Jami’ at-Tirmidhi , Al-Jaami' al-Kabeer.
He is Abu Isa Muhammad ibn Isa ibn Sawrah ibn Musa ibn al Dahhak al-Sulami at-Tirmidhi (209-279 AH/824–892 AD). Imam at-Tirmidhi was born in the year 209 A.H. during the reign of the Abbasid Khalifa Ma'mun al-Rashid. The Abbasid Caliphate, despite its brilliant contributions to Islam, brought along with it many problems. Greek philosophy had a free flow into the Islamic world. This was fully sanctioned by the government until eventually it declared the Mutazila school of thought as the state religion. Anyone who opposed the Mutazila school of thought would be opposing the state. With the influence of Greek philosophy among the people, many Muslims began attempting to reconcile between (this brand of) reason and revelation. As a result many deviations were introduced and many innocent and weak Muslims were led away from Allah (Glory be to Him) and His Prophet (May Allah honour Him and grant Him Peace). Many scholars of Islam had come to the fore in order to defend the Shariah. Forgeries and interpolations in Hadith by rulers who wished to fulfill their personal motives were common. In the first century Umar bin Abdul Aziz (May Allah have mercy on Him) initiated a movement for the compilation of the hadith of the Prophet (May Allah honour Him and grant Him Peace) as there was a fear of them being lost.

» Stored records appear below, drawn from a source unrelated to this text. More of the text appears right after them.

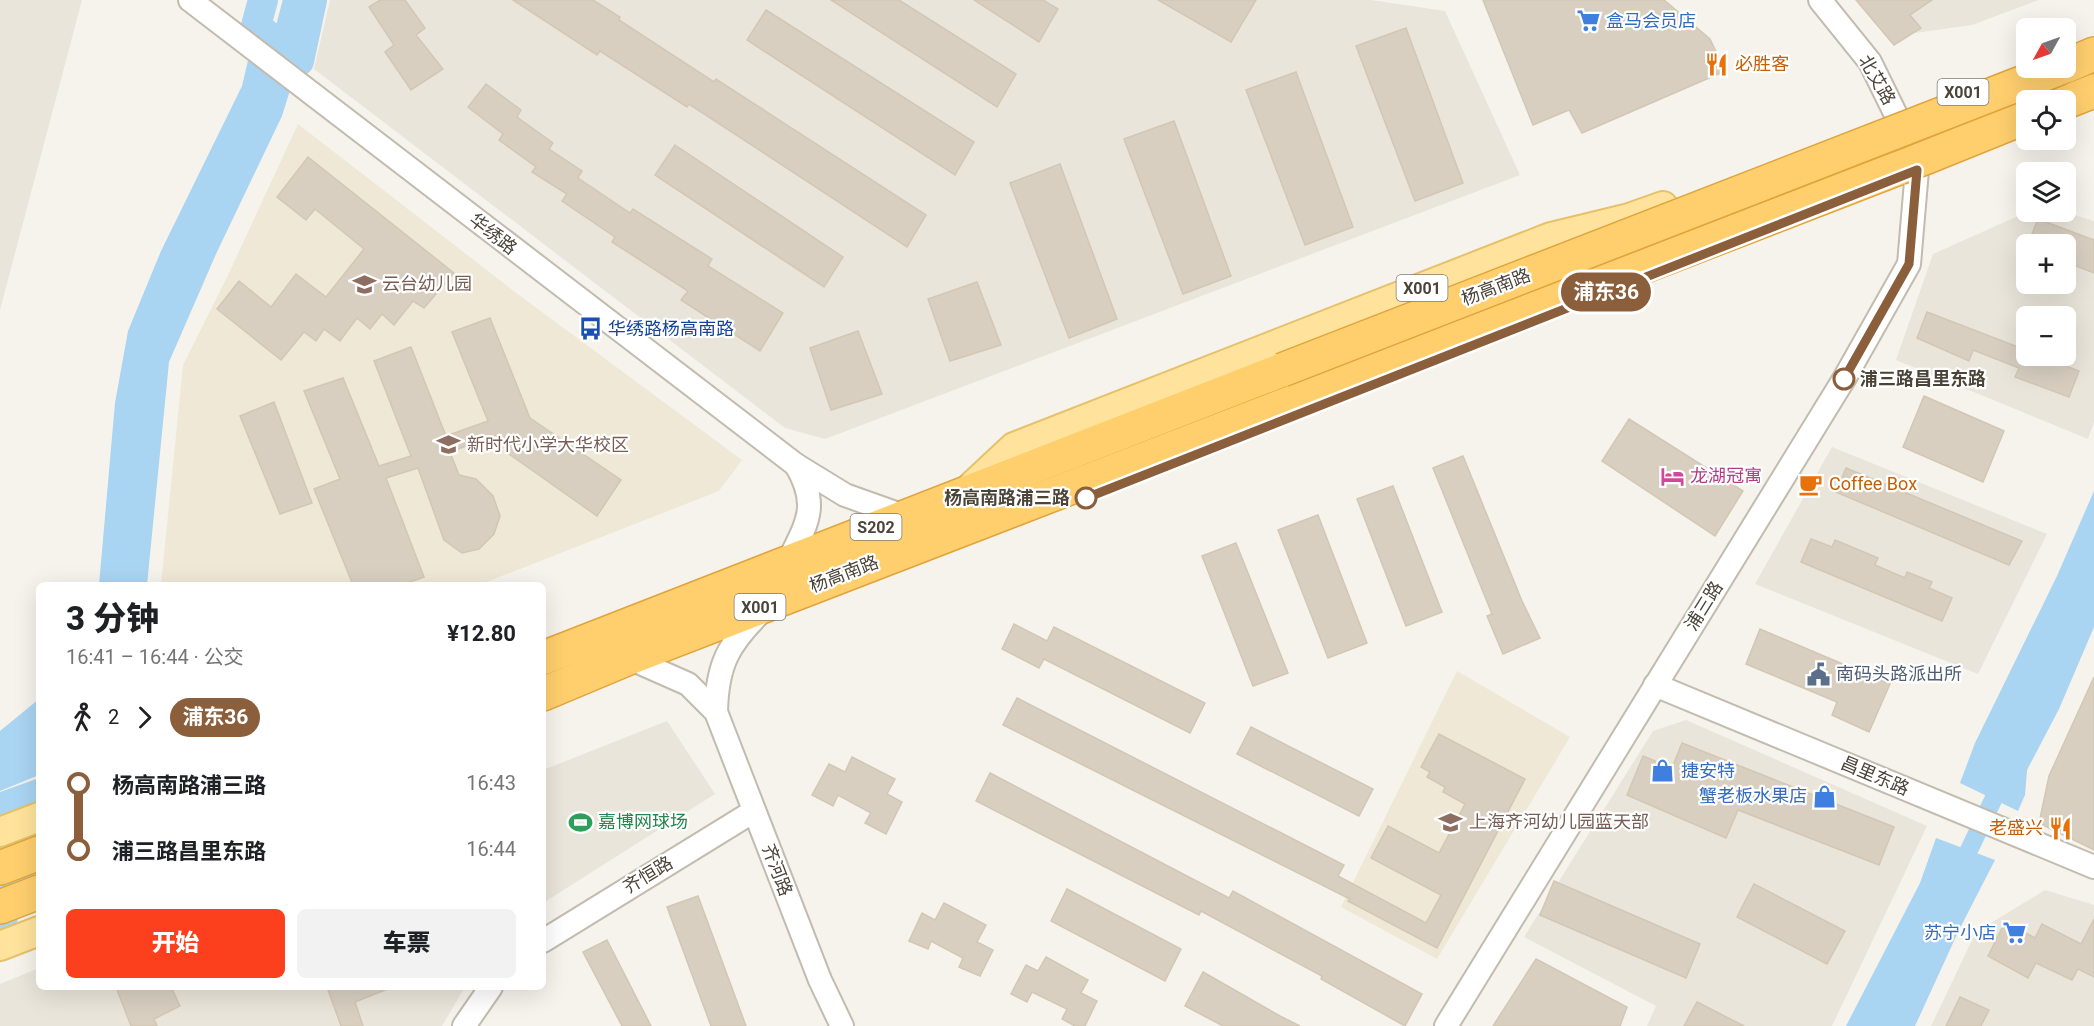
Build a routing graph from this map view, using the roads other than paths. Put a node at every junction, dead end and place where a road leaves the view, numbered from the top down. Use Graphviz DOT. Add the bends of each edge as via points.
graph roads {
  1 [pos="190,0"];
  2 [pos="1820,0"];
  3 [pos="2094,43"];
  4 [pos="2076,49"];
  5 [pos="2094,54"];
  6 [pos="2076,62"];
  7 [pos="2016,72"];
  8 [pos="2036,78"];
  9 [pos="2094,91"];
  10 [pos="2076,98"];
  11 [pos="2094,101"];
  12 [pos="2076,108"];
  13 [pos="1897,117"];
  14 [pos="2016,121"];
  15 [pos="2016,131"];
  16 [pos="1917,170"];
  17 [pos="1288,385"];
  18 [pos="796,465"];
  19 [pos="965,493"];
  20 [pos="904,516"];
  21 [pos="979,522"];
  22 [pos="788,562"];
  23 [pos="770,603"];
  24 [pos="546,657"];
  25 [pos="628,658"];
  26 [pos="1655,685"];
  27 [pos="546,693"];
  28 [pos="716,712"];
  29 [pos="754,811"];
  30 [pos="36,818"];
  31 [pos="0,832"];
  32 [pos="36,854"];
  33 [pos="2094,867"];
  34 [pos="0,868"];
  35 [pos="36,893"];
  36 [pos="0,907"];
  37 [pos="36,933"];
  38 [pos="546,939"];
  39 [pos="0,946"];
  40 [pos="489,990"];
  41 [pos="464,1026"];
  42 [pos="843,1026"];
  43 [pos="1446,1026"];
  1 -- 18 [label="street, 华绣路"];
  2 -- 13 [label="street, 北艾路" via="1870,62"];
  3 -- 4 [label="main road"];
  5 -- 6 [label="highway"];
  7 -- 13 [label="main road, 杨高南路 / X001"];
  8 -- 17 [label="highway, 杨高南路 / X001, bridge"];
  9 -- 10 [label="highway"];
  11 -- 12 [label="main road"];
  13 -- 16 [label="street, 北艾路"];
  13 -- 19 [label="main road, 杨高南路 / X001" via="1640,214 1551,237 1014,447"];
  14 -- 17 [label="highway, 杨高南路 / X001, bridge"];
  15 -- 16 [label="main road, 杨高南路 / X001"];
  16 -- 21 [label="main road, 杨高南路 / X001" via="1075,502 1043,513"];
  16 -- 26 [label="street, 浦三路" via="1909,264 1844,379"];
  17 -- 19 [label="highway, 杨高南路 / X001"];
  17 -- 21 [label="highway, 杨高南路 / X001"];
  18 -- 20 [label="street, 华绣路" via="845,495"];
  18 -- 22 [label="street, 华绣路" via="807,484 811,502 808,522"];
  19 -- 20 [label="highway, 杨高南路 / S202"];
  20 -- 22 [label="highway, 杨高南路 / S202"];
  21 -- 23 [label="highway, 杨高南路 / X001"];
  22 -- 24 [label="highway, 杨高南路 / X001"];
  23 -- 25 [label="highway, 杨高南路 / X001"];
  23 -- 28 [label="street, 齐河路" via="738,634 727,652"];
  25 -- 27 [label="highway, 杨高南路 / X001"];
  25 -- 28 [label="street, 齐河路" via="687,684"];
  26 -- 33 [label="street, 昌里东路"];
  26 -- 43 [label="street, 浦三路"];
  28 -- 29 [label="street, 齐河路"];
  29 -- 38 [label="street, 齐恒路"];
  29 -- 42 [label="street, 齐河路" via="820,980"];
  30 -- 31 [label="main road"];
  32 -- 34 [label="highway"];
  35 -- 36 [label="highway"];
  37 -- 39 [label="main road"];
  40 -- 41 [label="street"];
}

A number of scholars of Islam undertook this task, six among them stand taller than the rest. One of the six was Imam Abu Isa Muhammed ibn Isa at-Tirmidhi.
It contains roughly 4400 hadith (with repetitions) in 46 books.
According to the commentators of Al-Jami, Imam Tirmidhi maintained the following conditions throughout the compilation of his book:
1. He never narrated hadith from those who fabricated hadith.
2. Tahir Muqaddisi mentions that al-Jami` ut-Tirmidhi contains four types of hadith
[a] Those ahadith that conform with the conditions of al-Bukhari and Muslim.
[b] Those ahadith that conform with the conditions of Abu Dawud and Nasa'i.
[c] Those ahadith that have certain discrepancies either in the sanad or matan.
[d] Those weak hadith that some fuqaha have relied on.
3. Imam Tirmidhi accepts a hadith which is narrated with the word `Ann provided both the narrators are contemporaries.
4. After mentioning a weak hadith, he explains the state of its weakness.
5. A mursal hadith is accepted by Imam Tirmidhi when a chain of narrators which is not broken supports it.
The status of Jami at-Tirmidhi is among the six authentic books of hadith. It has been categorized as fifth amongst the six most authentic books of hadith. According to the most preferred opinion, Sahih Al Bukhari enjoys the highest status, followed by Sahih Al Muslim, Abu Dawud, Nasai, Tirmidhi and Ibn Majah respectively. Haji Khalifa in al-Kashf al-Dhunoon has categorized Tirmidhi in third position. Al-Dhahabi has written that Tirmidhi in actual fact should be holding the third position, but due to him bringing weak narrators like Kalbi and Masloob its status has dropped. However, looking at the manner in which he set out his book it seems that Haji Khalifa's opinion is best.